PIANA

Martedì, 10 Aprile 2018 11:01

Fratelli d'Italia: "la faccia tosta del Pd" sulla discarica del cassero

SERRAVALLE - Prima il sindaco Lunardi, poi il Pd, ora Fratelli d'Italia. Sulla discarica del Cassero ormai siamo al gioco al massacro: con botta e risposta e rimpalli di responsabilità. La riapertura decisa dal Tribunale di Pistoia ha rimesso in moto una polemica infinita sull'impianto, che avrà sicuramente nuovi capitoli. Fratelli d'Italia di Serravalle risponde con parole durissime all'intervento pubblicato ieri e firmato dal Pd di Serravalle.

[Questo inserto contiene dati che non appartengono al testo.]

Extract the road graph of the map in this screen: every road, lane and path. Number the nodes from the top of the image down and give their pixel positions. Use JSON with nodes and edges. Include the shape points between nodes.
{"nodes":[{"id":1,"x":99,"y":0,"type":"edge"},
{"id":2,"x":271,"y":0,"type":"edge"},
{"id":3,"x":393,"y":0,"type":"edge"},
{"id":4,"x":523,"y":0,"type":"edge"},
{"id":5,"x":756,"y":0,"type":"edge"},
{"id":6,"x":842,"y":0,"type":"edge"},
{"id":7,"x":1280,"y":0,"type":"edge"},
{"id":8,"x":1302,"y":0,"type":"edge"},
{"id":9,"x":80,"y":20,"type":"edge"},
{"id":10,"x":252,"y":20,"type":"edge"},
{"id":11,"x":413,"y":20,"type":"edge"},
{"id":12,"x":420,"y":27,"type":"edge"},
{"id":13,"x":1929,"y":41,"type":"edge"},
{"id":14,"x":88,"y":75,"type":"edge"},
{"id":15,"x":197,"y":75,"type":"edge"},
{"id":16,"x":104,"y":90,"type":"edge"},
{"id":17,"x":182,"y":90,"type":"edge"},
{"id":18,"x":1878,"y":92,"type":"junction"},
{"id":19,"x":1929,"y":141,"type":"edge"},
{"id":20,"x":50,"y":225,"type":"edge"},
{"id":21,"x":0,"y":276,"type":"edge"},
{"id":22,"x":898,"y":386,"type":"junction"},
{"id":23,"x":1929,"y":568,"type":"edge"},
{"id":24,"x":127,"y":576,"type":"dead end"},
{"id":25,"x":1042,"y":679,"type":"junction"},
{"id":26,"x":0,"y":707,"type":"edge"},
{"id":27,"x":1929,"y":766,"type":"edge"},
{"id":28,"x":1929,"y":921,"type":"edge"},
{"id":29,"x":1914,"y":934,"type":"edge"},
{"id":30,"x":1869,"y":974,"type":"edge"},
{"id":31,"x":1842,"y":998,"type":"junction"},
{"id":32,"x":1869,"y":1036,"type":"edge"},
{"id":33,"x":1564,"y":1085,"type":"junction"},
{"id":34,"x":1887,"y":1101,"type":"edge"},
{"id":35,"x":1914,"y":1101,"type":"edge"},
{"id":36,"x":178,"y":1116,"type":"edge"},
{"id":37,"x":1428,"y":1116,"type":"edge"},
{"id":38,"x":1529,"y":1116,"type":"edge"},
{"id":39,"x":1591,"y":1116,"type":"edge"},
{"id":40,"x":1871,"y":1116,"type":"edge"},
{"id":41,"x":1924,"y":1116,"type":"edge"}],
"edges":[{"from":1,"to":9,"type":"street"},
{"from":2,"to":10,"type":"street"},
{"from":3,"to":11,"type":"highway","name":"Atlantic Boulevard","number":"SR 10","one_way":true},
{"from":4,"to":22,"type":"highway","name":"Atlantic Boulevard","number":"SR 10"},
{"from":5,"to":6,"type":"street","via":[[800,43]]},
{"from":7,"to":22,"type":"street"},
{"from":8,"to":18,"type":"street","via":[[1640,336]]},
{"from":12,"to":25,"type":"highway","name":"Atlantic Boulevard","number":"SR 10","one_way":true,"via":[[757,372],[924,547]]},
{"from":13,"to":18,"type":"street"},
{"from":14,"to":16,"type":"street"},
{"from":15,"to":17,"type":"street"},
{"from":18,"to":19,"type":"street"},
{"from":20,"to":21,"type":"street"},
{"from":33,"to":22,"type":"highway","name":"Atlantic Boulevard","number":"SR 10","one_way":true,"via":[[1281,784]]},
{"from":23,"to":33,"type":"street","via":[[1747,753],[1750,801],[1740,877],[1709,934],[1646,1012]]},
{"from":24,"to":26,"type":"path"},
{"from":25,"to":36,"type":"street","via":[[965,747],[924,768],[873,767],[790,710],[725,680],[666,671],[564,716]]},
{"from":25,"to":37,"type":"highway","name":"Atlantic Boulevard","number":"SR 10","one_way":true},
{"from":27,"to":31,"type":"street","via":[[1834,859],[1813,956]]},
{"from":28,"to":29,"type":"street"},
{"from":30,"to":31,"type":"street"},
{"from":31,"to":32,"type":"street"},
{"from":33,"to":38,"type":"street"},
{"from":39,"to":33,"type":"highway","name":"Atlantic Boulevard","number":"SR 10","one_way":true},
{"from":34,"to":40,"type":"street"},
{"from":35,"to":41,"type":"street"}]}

Ecco la nota di Fratelli d'Italia

"Il comunicato  diffuso ieri  dal PD di Serravalle Pistoiese sulla riapertura della discarica del Cassero in seguito al dissequestro ha dell’incredibile davvero, tanto che riteniamo che ci voglia un bel coraggio e una bella faccia tosta per scrivere certe cose. Si accusa il sindaco Lunardi di incoerenza per aver promesso la chiusura dell’impianto in campagna elettorale, quando quest’ultimo ha soltanto dichiarato che, se eletto, si sarebbe seriamente impegnato per ottenerne la definitiva chiusura da parte della Regione, considerati gli errori gestionali di Pistoiambiente (impegno, peraltro, che sembra mantenere). Infatti, come il Pd sa ma finge di non sapere, le autorizzazioni relative agli impianti di stoccaggio e smaltimento rifiuti sono di competenza regionale e non comunale: per quanto un sindaco si attivi per chiudere una discarica, non potrà mai farlo. Chi mente sapendo di mentire, cercando anche di ingannare i cittadini, è quindi proprio il Partito Democratico. 

Per quanto riguarda poi tutta questa improvvisa preoccupazione per la salute della collettività e le proposte avanzate - ossia l’inizio del recupero ambientale dei lotti chiusi fin da subito senza attendere la fine del funzionamento dell’impianto e il conferimento in discarica solo di rifiuti provenienti da singole attività produttive, e non da altri impianti di smaltimento al fine di garantire maggiore sicurezza-  ci chiediamo perché tali  richieste o condizioni non siano state poste al gestore dalle precedenti amministrazioni, tutte a stampo PD. Anzi a noi risulta che, benché adesso ci si dichiari contrari ad un ulteriore ampliamento della discarica, sia stata proprio la giunta Mochi, che vedeva al suo interno Mungai come assessore all’Ambiente - oggi consigliere di opposizione PD- a dare inizio ai progetti di ampliamento dell’impianto nel 2007 e che lo stesso Mungai, in qualità di sindaco PD della precedente amministrazione, abbia appoggiato la richiesta di deroga ai parametri doc e toc presentata da Pistoiambiente in Regione nel 2014 per poter accogliere e trattare  rifiuti ancora più nocivi. Altro che bonifica dei lotti chiusi! 

Ricordiamo anche lo scempio dell’organizzazione da parte del Comune  delle “famose” gite o scampagnate nelle vicinanze del sito, al fine di  esorcizzare il timore per la salute e la salubrità del territorio. In questo caso l’amministrazione non manifestava nessuna sollecitudine per l’incolumità e la sicurezza pubblica.

Perché questo cambiamento di rotta? Forse il PD serravallino spera in questo modo di recuperare la fiducia dei cittadini indignati per la discutibile  gestione della discarica e per il comportamento lassista e indifferente degli amministratori di centrosinistra? Ci sembra un tentativo assai bizzarro: ormai è tardi per riacquistare la credibilità che in tanti anni di governo è stata perduta a causa dei rapporti sempre poco chiari e trasparenti con il gestore dell’impianto".